For me it had not been like that. The doors I tried to open for work or friendship either stayed locked, or open slightly then slammed closed. Sylvie tried to direct me into the stacking of shelves in a supermarket. She had, she pointed out to me, worked as a cleaner in a local leisure centre in the UK while we were waiting for our visa to arrive for our shift to Melbourne. From where I stood, stacking shelves didn’t appear to offer any opportunity for change in the years ahead now that I was in my late fifties. Sylvie knew she would only be a cleaner four weeks, not years.
And there had been the dream too. Things hadn’t been good in our relationship before we left. Somewhere along the way I had lost Sylvie as a close bonded wife. I had thought, though it wasn’t conscious at the time, that living in a wonderful climate and place, buying a house we could really enjoy, it would give us new life together. The dream was torn from me one day when it finally came home to me that even at the lower house prices, we didn’t have enough to pay outright, and without me having a reasonably paid job, we couldn’t afford the mortgage. The next day I felt completely empty and had no will to get out of bed. I eventually had made it at 4.00 PM, but the dream had gone never to return.

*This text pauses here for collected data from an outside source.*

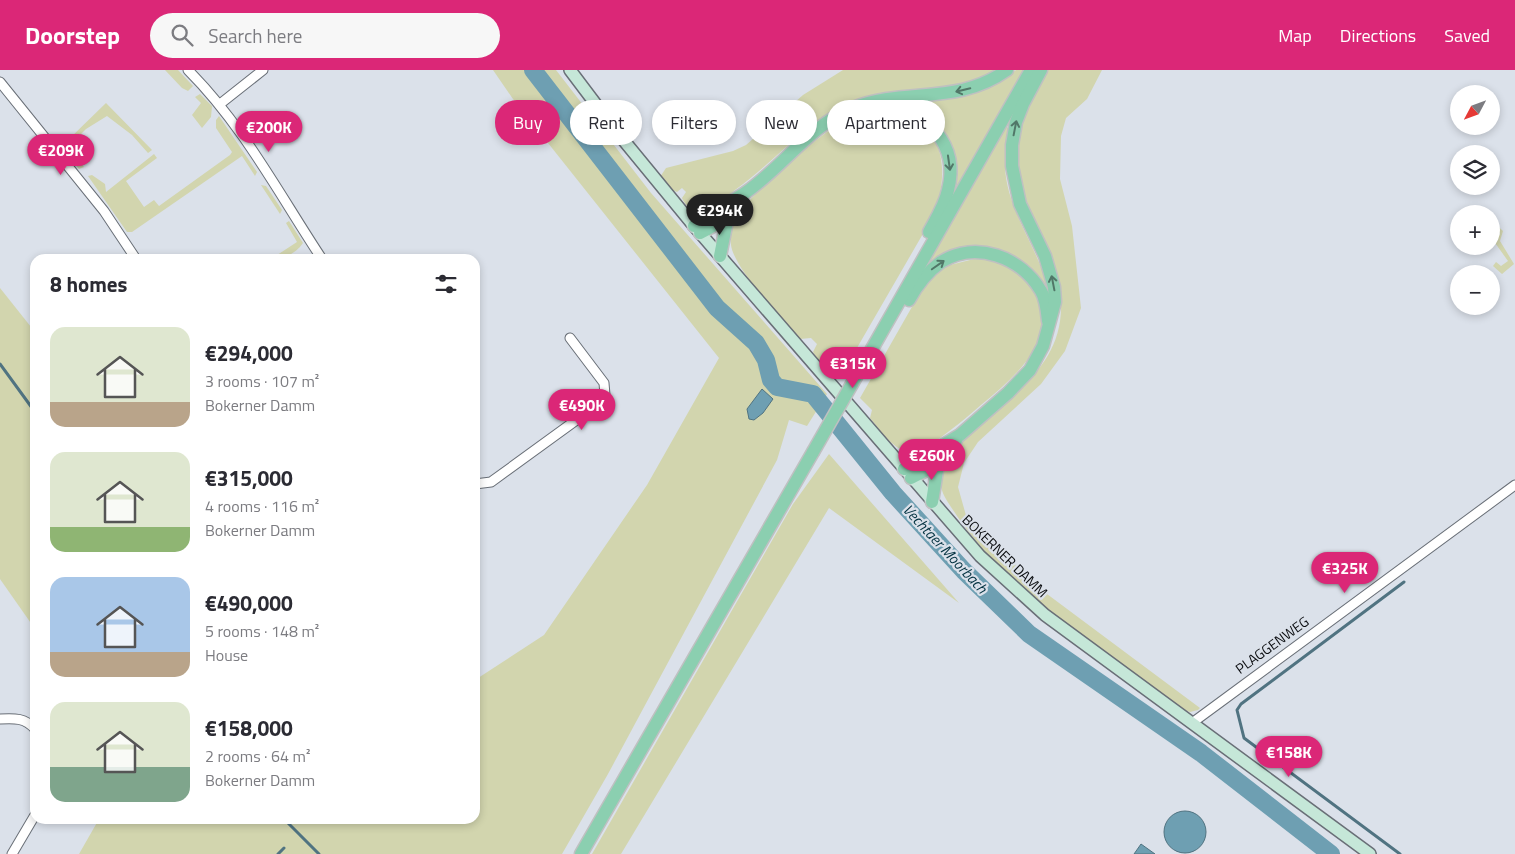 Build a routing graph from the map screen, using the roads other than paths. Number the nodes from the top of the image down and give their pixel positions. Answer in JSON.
{"nodes":[{"id":1,"x":188,"y":70,"type":"edge"},
{"id":2,"x":263,"y":70,"type":"edge"},
{"id":3,"x":570,"y":70,"type":"edge"},
{"id":4,"x":1007,"y":70,"type":"edge"},
{"id":5,"x":1031,"y":70,"type":"edge"},
{"id":6,"x":1041,"y":70,"type":"edge"},
{"id":7,"x":0,"y":82,"type":"edge"},
{"id":8,"x":888,"y":100,"type":"edge"},
{"id":9,"x":220,"y":104,"type":"junction"},
{"id":10,"x":827,"y":124,"type":"edge"},
{"id":11,"x":944,"y":145,"type":"edge"},
{"id":12,"x":746,"y":192,"type":"junction"},
{"id":13,"x":728,"y":216,"type":"junction"},
{"id":14,"x":697,"y":229,"type":"junction"},
{"id":15,"x":133,"y":254,"type":"edge"},
{"id":16,"x":319,"y":254,"type":"edge"},
{"id":17,"x":720,"y":256,"type":"junction"},
{"id":18,"x":906,"y":288,"type":"junction"},
{"id":19,"x":1049,"y":331,"type":"junction"},
{"id":20,"x":570,"y":338,"type":"dead end"},
{"id":21,"x":875,"y":343,"type":"junction"},
{"id":22,"x":960,"y":435,"type":"junction"},
{"id":23,"x":938,"y":464,"type":"junction"},
{"id":24,"x":908,"y":474,"type":"junction"},
{"id":25,"x":480,"y":483,"type":"edge"},
{"id":26,"x":1515,"y":485,"type":"edge"},
{"id":27,"x":932,"y":502,"type":"junction"},
{"id":28,"x":0,"y":718,"type":"edge"},
{"id":29,"x":1192,"y":723,"type":"junction"},
{"id":30,"x":30,"y":725,"type":"edge"},
{"id":31,"x":30,"y":823,"type":"edge"},
{"id":32,"x":12,"y":854,"type":"edge"},
{"id":33,"x":581,"y":854,"type":"edge"},
{"id":34,"x":1370,"y":854,"type":"edge"}],
"edges":[{"from":1,"to":9,"type":"street"},
{"from":2,"to":9,"type":"street"},
{"from":3,"to":14,"type":"main road","name":"BOKERNER DAMM"},
{"from":4,"to":8,"type":"main road","one_way":true},
{"from":5,"to":18,"type":"main road"},
{"from":19,"to":6,"type":"main road","one_way":true},
{"from":7,"to":15,"type":"street"},
{"from":9,"to":16,"type":"street"},
{"from":10,"to":12,"type":"main road"},
{"from":11,"to":18,"type":"main road","one_way":true},
{"from":12,"to":13,"type":"main road"},
{"from":12,"to":14,"type":"main road"},
{"from":13,"to":14,"type":"main road"},
{"from":13,"to":17,"type":"main road"},
{"from":14,"to":17,"type":"main road","name":"BOKERNER DAMM"},
{"from":17,"to":24,"type":"main road","name":"BOKERNER DAMM"},
{"from":18,"to":21,"type":"main road"},
{"from":21,"to":19,"type":"main road","one_way":true},
{"from":19,"to":22,"type":"main road"},
{"from":20,"to":25,"type":"street"},
{"from":21,"to":33,"type":"main road","bridge":true},
{"from":22,"to":23,"type":"main road"},
{"from":22,"to":24,"type":"main road"},
{"from":23,"to":24,"type":"main road"},
{"from":23,"to":27,"type":"main road"},
{"from":24,"to":27,"type":"main road","name":"BOKERNER DAMM"},
{"from":26,"to":29,"type":"street","name":"PLAGGENWEG"},
{"from":27,"to":29,"type":"main road","name":"BOKERNER DAMM"},
{"from":28,"to":30,"type":"street"},
{"from":29,"to":34,"type":"main road","name":"BOKERNER DAMM"},
{"from":31,"to":32,"type":"street"}]}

Then and there was the loneliness. Living with Silvia without the warm love we had shared in past years, was worse than sharing the house with a flatmate. I felt there was an immense dark distance between us. Six years ago Sylvia had suddenly cut off from me sexually, and more important for me, emotionally. It was painful.
This was all brooding in me like a thunderstorm on a dark winter’s day as I looked out of the window. So it was with surprise that unnoticed a wave of love flowing up me from somewhere deep inside. As the wave past, another one gathered, and my attention was drawn to the beauty of the colours of the baked earth, and the wonderful pastel patchwork art of the gum tree trunk.
As the waves gathered strength they formed words. I could feel them inside me. “I love Australia.” Not only words, but clear feelings. “It is so clean. So different to the dirty life of England.”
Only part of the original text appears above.